Note: Any degree requirement stated below is applicable for 2016-2017 catalog year. Refer to catalog.gmu.edu for previous catalog year requirements.
The Department of Civil, Environmental, and Infrastructure Engineering at George Mason University offers an ABET-accredited 120-credit hour Bachelor of Science in Civil and Infrastructure Engineering; a Master of Science in Civil and Infrastructure Engineering; a Master of Engineering in integrated Geotechnical, Construction, and Structural Engineering; and the Doctor of Philosophy in Civil and Infrastructure Engineering. Each degree requires high competency in mathematics, the basic sciences, and the engineering sciences; a creative mind to translate a need into a design, then into a physical reality; and a commitment to creating, adapting, and upgrading infrastructure, for people in small communities and large megacities, in the United States and abroad.
M.S.-CIE and M.Eng.-GCS
The Master of Science in Civil and Infrastructure Engineering (M.S.-CIE) and the Master of Engineering in integrated Geotechnical, Construction, and Structural Engineering (M.Eng.-GCS) degrees are graduate degrees designed for students who have completed the B.S. in civil engineering either at George Mason University or at another university. These degrees educate students in a specialization within civil engineering science and design. With the growing complexity in civil engineering science and design, the Master’s degree is increasingly expected for advanced practice in civil engineering. The American Society of Civil Engineering now advocates for a master’s degree or equivalent as part of the requirement of registration as a Professional Engineer.
Master’s degrees prepare graduates to practice in civil engineering for: federal, state, or local governments; architectural firms; engineering design firms; construction firms; water, wastewater, and energy utilities; non-governmental organizations; and local and regional planning firms. These degrees serve as a solid foundation for subsequent study in architecture, law, business, economics, finance, and public policy and administration. They are also the foundation for further study at the Ph.D. level. The M.S.-CIE and M.Eng.-GCS curricula are described further at Master of Science and Master of Engineering.
Students who have completed undergraduate degrees in other majors may apply for graduate study if their previous undergraduate degree is in a closely aligned discipline, such as another branch of engineering or a related physical science (eg. geology; physics; chemistry; biology; or other environmental sciences). Each applicant’s transcript is evaluated by the CEIE Department after application. Before beginning graduate study, these students are required to complete civil engineering undergraduate articulation courses. These articulation courses do not apply toward the M.S. or M.Eng. Students who complete the M.S. or the M.Eng. at Mason may be eligible to write the Fundamentals of Engineering exam in Virginia, one step toward registration as a Professional Engineer (P.E.), even if their undergraduate degree is not from the United States.

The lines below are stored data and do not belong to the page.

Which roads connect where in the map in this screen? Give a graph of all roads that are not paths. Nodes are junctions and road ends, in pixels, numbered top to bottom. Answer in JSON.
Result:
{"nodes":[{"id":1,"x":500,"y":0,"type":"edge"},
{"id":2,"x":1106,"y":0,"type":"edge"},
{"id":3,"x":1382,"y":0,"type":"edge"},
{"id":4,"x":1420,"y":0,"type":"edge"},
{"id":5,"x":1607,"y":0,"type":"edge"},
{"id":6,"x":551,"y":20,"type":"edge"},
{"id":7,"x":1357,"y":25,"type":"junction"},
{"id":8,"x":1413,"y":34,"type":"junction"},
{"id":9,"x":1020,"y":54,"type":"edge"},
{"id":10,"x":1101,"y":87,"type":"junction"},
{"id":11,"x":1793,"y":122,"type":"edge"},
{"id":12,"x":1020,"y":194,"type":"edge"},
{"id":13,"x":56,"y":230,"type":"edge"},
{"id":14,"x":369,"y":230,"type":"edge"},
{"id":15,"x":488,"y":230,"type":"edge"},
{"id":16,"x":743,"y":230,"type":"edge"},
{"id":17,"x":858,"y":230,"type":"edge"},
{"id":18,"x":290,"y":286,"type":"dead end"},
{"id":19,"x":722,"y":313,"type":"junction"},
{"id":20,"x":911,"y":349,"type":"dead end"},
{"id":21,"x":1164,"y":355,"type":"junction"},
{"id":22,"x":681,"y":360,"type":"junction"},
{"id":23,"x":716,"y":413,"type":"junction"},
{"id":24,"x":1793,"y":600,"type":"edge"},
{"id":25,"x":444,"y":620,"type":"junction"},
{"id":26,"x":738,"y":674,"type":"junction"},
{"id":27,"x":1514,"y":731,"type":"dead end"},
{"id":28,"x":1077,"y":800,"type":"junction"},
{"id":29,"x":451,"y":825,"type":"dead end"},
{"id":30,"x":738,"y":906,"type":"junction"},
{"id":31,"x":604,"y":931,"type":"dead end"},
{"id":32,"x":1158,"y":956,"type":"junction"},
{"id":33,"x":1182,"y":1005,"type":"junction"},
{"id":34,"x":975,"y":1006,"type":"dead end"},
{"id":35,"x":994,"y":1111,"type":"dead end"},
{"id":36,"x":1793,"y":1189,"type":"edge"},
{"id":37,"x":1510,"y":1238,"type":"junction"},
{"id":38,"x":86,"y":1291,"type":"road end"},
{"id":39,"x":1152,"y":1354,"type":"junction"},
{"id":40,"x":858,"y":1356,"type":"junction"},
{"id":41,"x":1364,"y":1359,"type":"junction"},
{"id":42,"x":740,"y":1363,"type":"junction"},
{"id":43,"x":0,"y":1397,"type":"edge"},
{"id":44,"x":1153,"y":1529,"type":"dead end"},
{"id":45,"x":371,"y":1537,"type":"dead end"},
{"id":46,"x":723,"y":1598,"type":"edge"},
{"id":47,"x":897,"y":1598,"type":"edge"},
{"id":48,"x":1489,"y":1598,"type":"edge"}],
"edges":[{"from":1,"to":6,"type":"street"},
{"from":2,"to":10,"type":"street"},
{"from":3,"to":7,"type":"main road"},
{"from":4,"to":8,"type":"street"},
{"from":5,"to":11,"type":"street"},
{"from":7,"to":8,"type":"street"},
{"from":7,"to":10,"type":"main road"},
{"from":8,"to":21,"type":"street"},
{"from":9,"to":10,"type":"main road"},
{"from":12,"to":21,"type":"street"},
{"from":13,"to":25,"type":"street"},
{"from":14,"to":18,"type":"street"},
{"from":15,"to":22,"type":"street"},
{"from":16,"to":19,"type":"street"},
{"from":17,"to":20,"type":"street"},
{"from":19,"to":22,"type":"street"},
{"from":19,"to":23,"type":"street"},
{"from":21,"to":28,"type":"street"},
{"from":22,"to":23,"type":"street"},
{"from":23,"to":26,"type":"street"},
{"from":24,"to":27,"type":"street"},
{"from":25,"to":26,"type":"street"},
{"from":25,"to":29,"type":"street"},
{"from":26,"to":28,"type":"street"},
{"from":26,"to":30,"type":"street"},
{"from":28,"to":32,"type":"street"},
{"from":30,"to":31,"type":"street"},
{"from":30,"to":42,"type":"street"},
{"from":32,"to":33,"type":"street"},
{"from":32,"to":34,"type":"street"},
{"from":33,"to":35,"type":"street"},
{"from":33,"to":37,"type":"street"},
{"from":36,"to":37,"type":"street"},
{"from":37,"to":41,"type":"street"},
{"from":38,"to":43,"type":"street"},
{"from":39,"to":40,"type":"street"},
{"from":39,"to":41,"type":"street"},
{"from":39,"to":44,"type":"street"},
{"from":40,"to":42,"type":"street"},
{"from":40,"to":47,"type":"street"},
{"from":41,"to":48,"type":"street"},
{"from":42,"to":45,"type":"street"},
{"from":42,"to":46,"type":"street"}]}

The M.S.-CIE has three options. These are the thesis option (24 credit hours of coursework and 6 credit hours of research), the project option (27 credit hours of coursework and 3 credit hours of independent project), and the all-coursework option (30 credit hours of coursework). The degree involves focused coursework in any of the five emphasis areas offered in the department. These include: construction project management; environmental and water resources engineering; geotechnical engineering; structural engineering; or transportation engineering. Full-time students typically complete the degree in one and a half, to two years. Graduate courses usually meet in the late afternoon or evening for the convenience of part-time students. Degree details are provided at Master of Science.
The M.Eng.-GCS degree offered at GMU, is a practice-oriented degree that integrates the study of geotechnical engineering, construction engineering, and structural engineering into one graduate degree. It requires 30 credit hours of coursework (= 10 courses) of which at least 9 credits (three courses) are required core courses, and the remaining are electives. There is no research or project component. Full time students typically complete the degree in one and a half years. Graduate courses usually meet in the late afternoon or evening for the convenience of part-time students. Degree details are provided at Master of Engineering.
The Doctor of Philosophy (Ph.D.) is the highest degree offered in civil engineering and is equivalent to the D.Phil. offered by other institutions. Ph.D. graduates have demonstrated their comprehensive knowledge in an area of civil engineering science, and have completed independent research that makes a significant addition to the body of published civil engineering science. The highest levels of civil engineering practice in most specializations increasingly require a Ph.D., although the Ph.D. itself is not a practice-oriented degree. A Ph.D. is typically required for university faculty positions.
Applicants to the Ph.D. program have typically completed a Master’s degree in engineering. However, an applicant with extensive, advanced post-B.S. practice experience may be considered for admission. The Ph.D. requires completion of a minimum of 72 credit hours which includes completion of an independent research dissertation. Applicants with a Master’s degree may receive credit for up to 24 credit hours toward their Ph.D. program, depending on the relationship between those courses and their Ph.D. course of study. Full time students typically complete the program in three to five years. Graduate courses usually meet in the late afternoon or evening for the convenience of part-time students. A description of the Ph.D. degree requirements is provided at Doctor of Philosophy.